Most known serpins are glycosylated [
12,
16] and thus it is not surprising that 40 of the 43 serpin sequences that were tested are predicted to possess putative N-glycosyslation sites. As pool feeders, ticks accomplish feeding by lacerating small blood vessels and then sucking blood from the hematoma that forms in the feeding site [
2]. In order to complete feeding, ticks must prevent host blood from coagulating to ensure continued blood flow into the hematoma for the entire tick feeding period, which may last for over the 10–14 and 4–7 day feeding periods for adults and immature ticks respectively [
2]. From the perspective of solving the paradox of how the tick interferes with the coagulation cascade of its mammalian host, it was interesting to note that ~9% (4/45) of the sequences contain the RGD motif. Previous studies have shown that tick proteins containing the RGD motif such as variabilin [
61] and savignygrin [
62] were potent inhibitors of platelet aggregation. Platelet aggregation is critical to stopping bleeding of injured small blood vessels such as occurs at the tick bite [
59]. Thus, if functional, the RGD motif containing serpins could represent important molecular targets aimed at countering the ability of ticks to suppress the mammalian's host's blood clotting system. In addition to the anti-platelet aggregation function, RGD motif containing proteins are also involved in regulating cell-cell interactions in mammals [
63], immunity in arthropods [
64], and plants [
65]. From the foregoing, it is clear that the RGD motif containing serpins could also be involved in regulation of multiple other functions in the tick, besides platelet function at the tick feeding site. It is interesting to note that our RT-PCR data suggested that the expression of three (S1, 7 and 16)) of the four serpin RGD motif-containing genes was responsive to tick feeding activity (see figure ).
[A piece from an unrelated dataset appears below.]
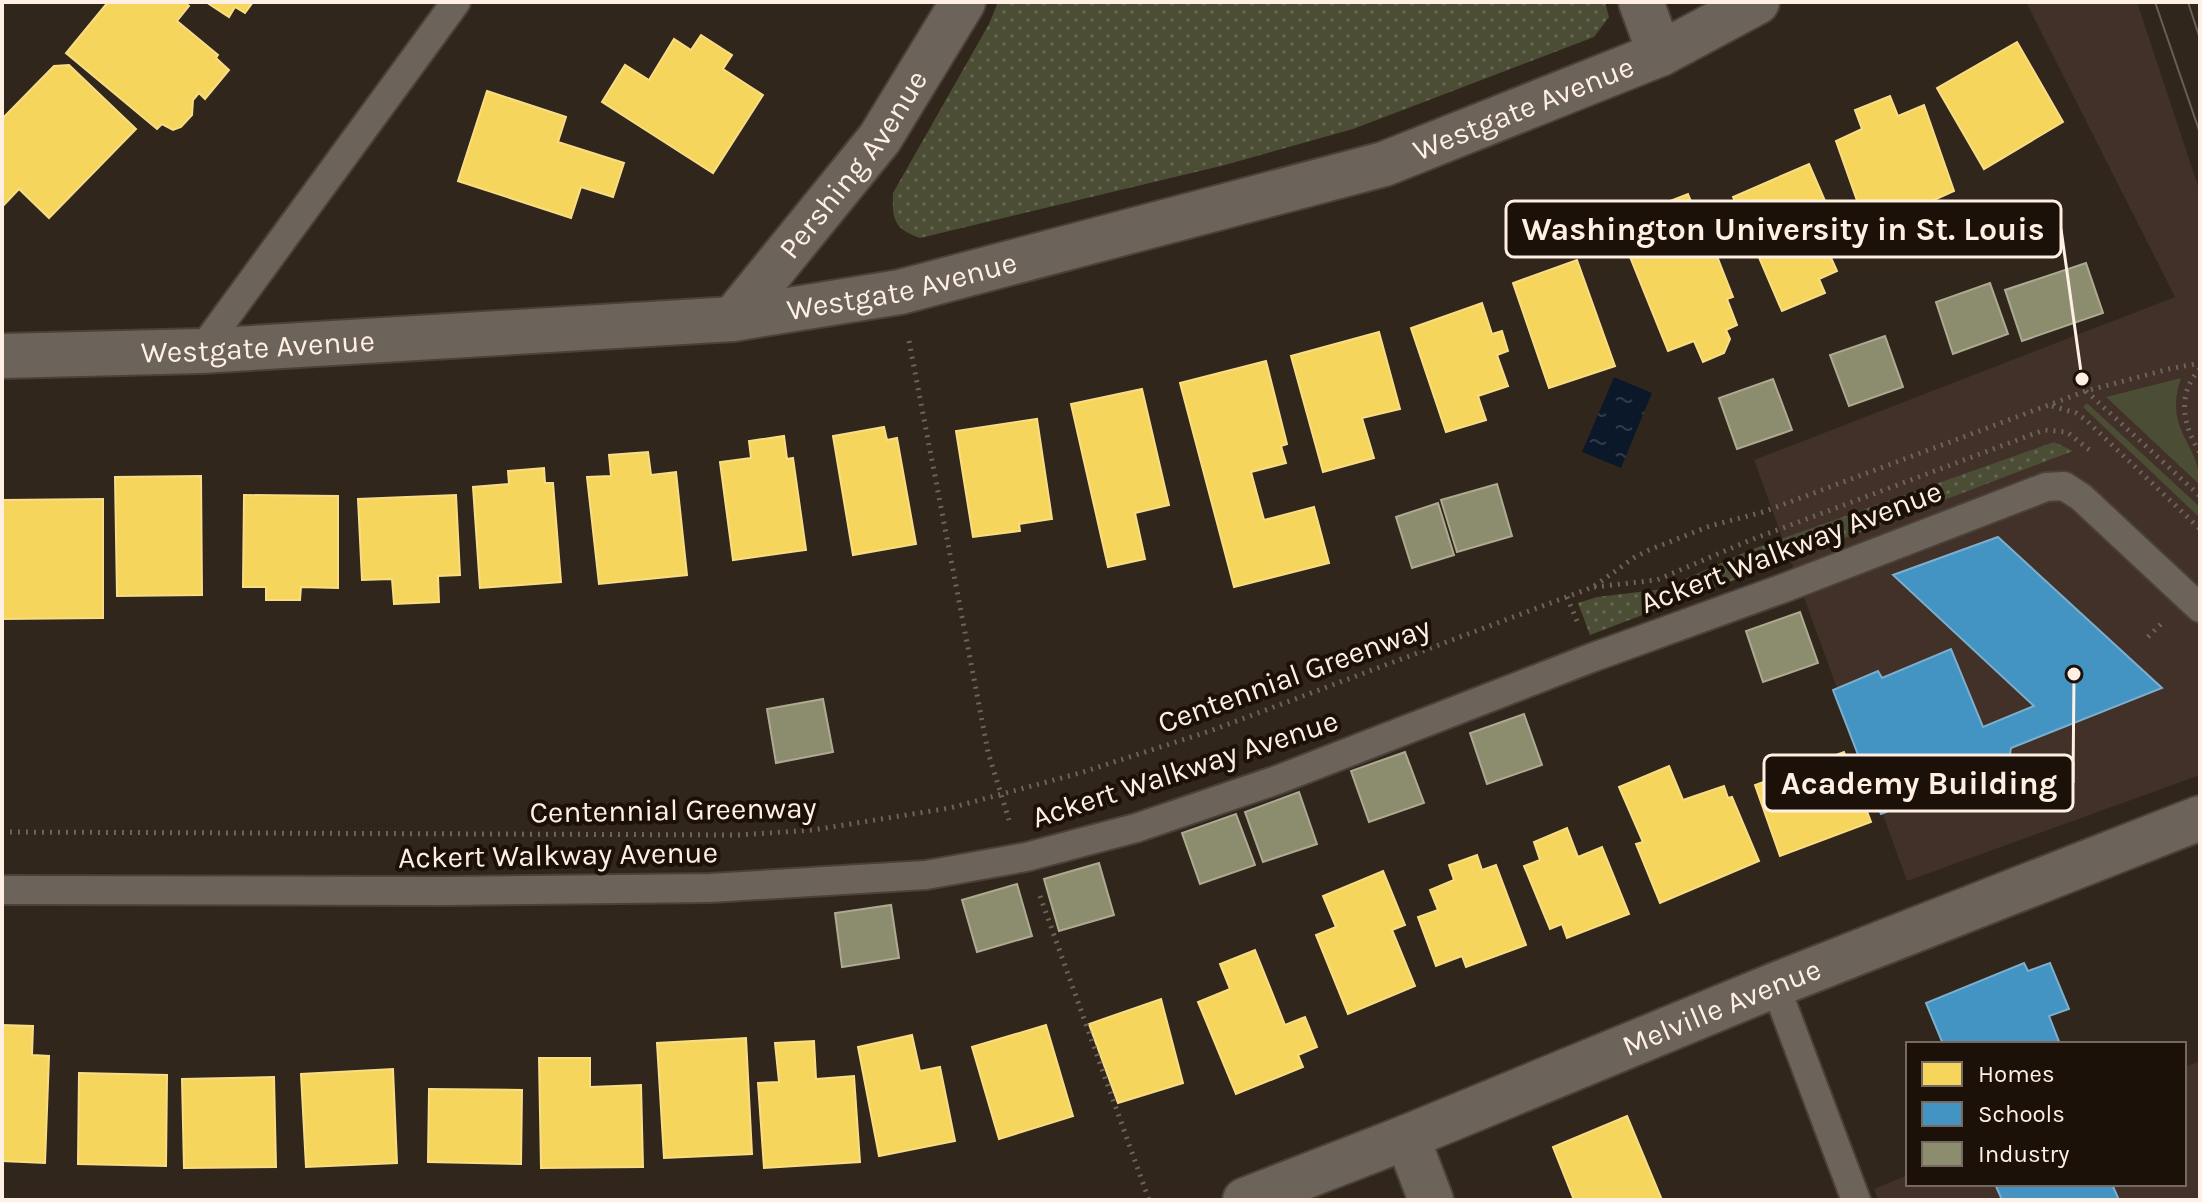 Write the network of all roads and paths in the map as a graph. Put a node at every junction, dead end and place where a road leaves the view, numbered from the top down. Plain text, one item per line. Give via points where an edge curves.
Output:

When compared to the 3100 Mbp human genome that encodes at least 36 serpin genes [
16] the 45 serpin genes identified in
I. scapularis, which has a 2100 Mbp genome is considerably high. While the biological significance of the high number of serpin genes in the
I. scapularis biology cannot be ascertained at present, we speculate that this may signal the significance of serpins in tick physiology. In light of lack of genome sequence data of many tick species, the sizes of tick serpin families will remain unknown. Ticks are diverse, both in terms of their biology [
2] and their genome sizes [
66-
68]. Thus it is likely that the sizes of serpin families in ticks are going to vary. However, this study provides some insight on the probable sizes of serpin families in ticks.